Buah yang mengikuti

2 3 0
                                    

Selama Aku mendekam dalam tahanan, lagi dan lagi untuk kesekian juta kalinya, Tuhan masih sayang dan memberiku kesempatan. Istriku masih setia padaku dengan setiap 1 bulan sekali ia datang bersama dengan anak-anakku yang semakin besar di setiap besukkannya. Tanpa terlupa juga setiap kali besukkan dari mereka, Aku selalu mengucapkan kata maaf yang entah mungkin sudah basi di telinga mereka.

Aku pun mendapat pemotongan masa tahanan 7 tahun, yang berarti usia masa tahananku genap menjadi 5 tahun. Dan pada tahun 2018, akhirnya Aku menghirup udara segar yang selama ini tidak Aku syukuri kenikmatannya. Kenikmatan yang sebenarnya ada disetiap detik dalam hidupku, tapi Aku tidak menyadari akan hal itu.

Saat Aku keluar, Aku di jemput oleh istriku dan kelima anak-anakku yang sudah tidak kecil lagi. Mereka sudah tahu siapa Ayahnya, dan seperti apa tingkah laku Ayahnya. Dan saat Aku keluar, tidak bisa Aku tidak merasa malu kepada mereka atas apa yang telahku perbuat. Tapi karena dari kebodohanku dulu, Aku melakukan satu hal yang benar dengan memilih seorang perempuan yang benar-benar menerimaku apa adanya.

Istriku memberitahu mereka atas apa yang telah kuperbuat karena saat 5 tahun yang lalu anak-anakku masih belum mengerti. Dan setiap sepulang membesukku, istriku selalu memberikan penjelasan kepada mereka. Yang membuatku seolah sangat baik padahahal, Aku telah menjadi orang tua yang sangat gagal.

Istriku yakin, 5 tahun mendekam di penjara dengan setiap 1 bulan sekali Aku dibesuk olehnya dan anak-anakku, telah membuat Aku sadar. Telah membuat Aku mengerti apa yang harus Aku lakukan untuk mereka. Dan yang paling mengagetkanku adalah, salah seorang anakku yang dulu mengepalkan tangan dan memberanikan dirinya seolah untuk menyelamatkanku, ia berkata di saat Aku baru menghandirkan diriku dari balik pintu gerbang penjara.

"Pah... Papah tidak rindu padaku?"dengan tangan yang membuat lebar yang memintaku untuk memeluknya.

dengan tangisan penyesalanku yang semakin keras terdengar di dalam hati, Aku pun berlari dan memeluknya dengan sangat erat.

"Maafkan Papah nak..., Maafkan Papah."Dengan tangisan yang semakin menjadi karena balasan peluk kehangatan yang anakku berikan.

"Sudah pah sudah. Yang lalu biarlah berlalu, dan sekarang kita bangun keluarga kita sama-sama lagi ya pah."Dengan bisikan mulutnya yang benar-benar tepat di telingaku.

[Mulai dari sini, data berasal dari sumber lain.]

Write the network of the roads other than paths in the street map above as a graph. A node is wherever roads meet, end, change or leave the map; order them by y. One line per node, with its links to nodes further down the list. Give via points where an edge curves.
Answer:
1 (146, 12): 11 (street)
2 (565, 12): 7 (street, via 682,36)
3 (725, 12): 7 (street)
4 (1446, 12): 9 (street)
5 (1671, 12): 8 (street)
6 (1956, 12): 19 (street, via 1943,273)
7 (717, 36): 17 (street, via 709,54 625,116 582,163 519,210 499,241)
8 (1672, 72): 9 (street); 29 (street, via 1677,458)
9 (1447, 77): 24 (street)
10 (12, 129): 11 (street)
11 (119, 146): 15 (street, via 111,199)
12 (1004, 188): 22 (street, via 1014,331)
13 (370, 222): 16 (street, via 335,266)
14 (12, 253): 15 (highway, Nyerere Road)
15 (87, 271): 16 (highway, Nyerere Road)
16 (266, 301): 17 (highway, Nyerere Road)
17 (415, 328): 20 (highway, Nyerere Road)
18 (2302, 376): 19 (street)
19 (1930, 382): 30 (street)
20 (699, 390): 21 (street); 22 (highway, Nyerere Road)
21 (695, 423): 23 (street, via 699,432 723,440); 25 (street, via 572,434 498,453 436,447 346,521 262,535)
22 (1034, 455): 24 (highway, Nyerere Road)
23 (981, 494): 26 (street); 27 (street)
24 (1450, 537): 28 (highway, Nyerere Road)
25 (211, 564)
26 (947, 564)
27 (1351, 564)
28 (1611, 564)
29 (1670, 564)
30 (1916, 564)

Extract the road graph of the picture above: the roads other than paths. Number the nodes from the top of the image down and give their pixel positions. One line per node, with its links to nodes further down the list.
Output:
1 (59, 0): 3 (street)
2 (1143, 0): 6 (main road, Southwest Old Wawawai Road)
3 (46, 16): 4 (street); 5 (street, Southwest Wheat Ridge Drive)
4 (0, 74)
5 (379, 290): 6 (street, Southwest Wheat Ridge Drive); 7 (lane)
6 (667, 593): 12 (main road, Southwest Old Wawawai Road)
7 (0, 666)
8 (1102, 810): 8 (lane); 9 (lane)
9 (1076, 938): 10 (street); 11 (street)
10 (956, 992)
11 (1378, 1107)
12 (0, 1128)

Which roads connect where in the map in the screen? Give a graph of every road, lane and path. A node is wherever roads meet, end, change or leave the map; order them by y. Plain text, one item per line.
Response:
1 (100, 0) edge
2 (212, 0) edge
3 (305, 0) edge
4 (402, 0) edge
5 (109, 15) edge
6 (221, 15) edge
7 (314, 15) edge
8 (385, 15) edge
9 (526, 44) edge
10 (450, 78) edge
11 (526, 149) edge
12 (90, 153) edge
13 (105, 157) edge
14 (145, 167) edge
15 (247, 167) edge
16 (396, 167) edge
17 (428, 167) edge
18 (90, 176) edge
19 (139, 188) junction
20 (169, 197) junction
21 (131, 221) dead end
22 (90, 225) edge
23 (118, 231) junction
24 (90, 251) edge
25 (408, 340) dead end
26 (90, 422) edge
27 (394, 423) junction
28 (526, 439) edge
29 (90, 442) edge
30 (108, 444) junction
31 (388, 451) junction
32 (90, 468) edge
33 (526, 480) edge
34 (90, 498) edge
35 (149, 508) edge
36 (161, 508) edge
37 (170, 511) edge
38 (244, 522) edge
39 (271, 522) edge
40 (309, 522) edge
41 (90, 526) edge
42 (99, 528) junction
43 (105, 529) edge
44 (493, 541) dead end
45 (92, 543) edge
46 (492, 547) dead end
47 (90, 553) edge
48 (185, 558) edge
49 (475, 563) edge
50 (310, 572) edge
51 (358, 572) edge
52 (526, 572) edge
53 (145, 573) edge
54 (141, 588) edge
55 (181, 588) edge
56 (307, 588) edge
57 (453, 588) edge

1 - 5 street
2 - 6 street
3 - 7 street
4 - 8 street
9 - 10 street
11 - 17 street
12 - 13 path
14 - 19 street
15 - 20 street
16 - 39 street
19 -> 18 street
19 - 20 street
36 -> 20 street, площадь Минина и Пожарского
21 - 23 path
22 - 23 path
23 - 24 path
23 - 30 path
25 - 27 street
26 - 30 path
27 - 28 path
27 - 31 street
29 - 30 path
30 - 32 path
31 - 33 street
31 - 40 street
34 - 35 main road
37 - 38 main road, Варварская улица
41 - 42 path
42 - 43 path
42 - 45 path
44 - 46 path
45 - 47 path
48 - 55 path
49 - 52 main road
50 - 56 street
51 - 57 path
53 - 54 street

Ia pun melepaskan sejenak pelukanku. Melihat dengan tatapan mata yang sangat penuh dengan kelegaan karena bisa memeluk Papahnya dengan bebas tanpa ada peringatan sipir penjara yang mengingatkan soal waktu kunjung telah habis.

"Pah..., Hidup itu ibaratkan kita mendaki gunung. Butuh perjuangan yang panjang hingga kita bisa sampai di atas puncak. Tapi hanya butuh waktu sebentar untuk kita turun dengan cara yang bodoh. Yaitu, dengan kita menjatuhkan diri kita dari atas puncak gunung, yang dapat membuat kita mati."Ucapnya padaku dengan kedua tangan yang masih berada di kedua pundakku.

Kedua tangan itu yang seolah meminta, bekerja keraslah kembali untuk menahan beban kehidupan mereka di pundakku ini. Saat itu menjadi tamparan yang benar-benar sangat keras sekali untukku. Sekaligus menjadikan masa lalu sebagai Guru terhebat dalam hidupku. Dan dengan kepalku yang terdunduk dengan fikiran dan rasa maluku yang belum pudar pada mereka, keempat anakku bersama Ibunya dengan jarak yang tidak terlalu jauh, mereka berterik.

"Papah..., Cuman abang aja nih ya dipeluk?, kita engga?"dan langsung mereka, menuju arahku yang membukakan kedua tangan dengan selebar-lebarnya. Karena tubuh mereka tidaklah lagi sekecil dulu.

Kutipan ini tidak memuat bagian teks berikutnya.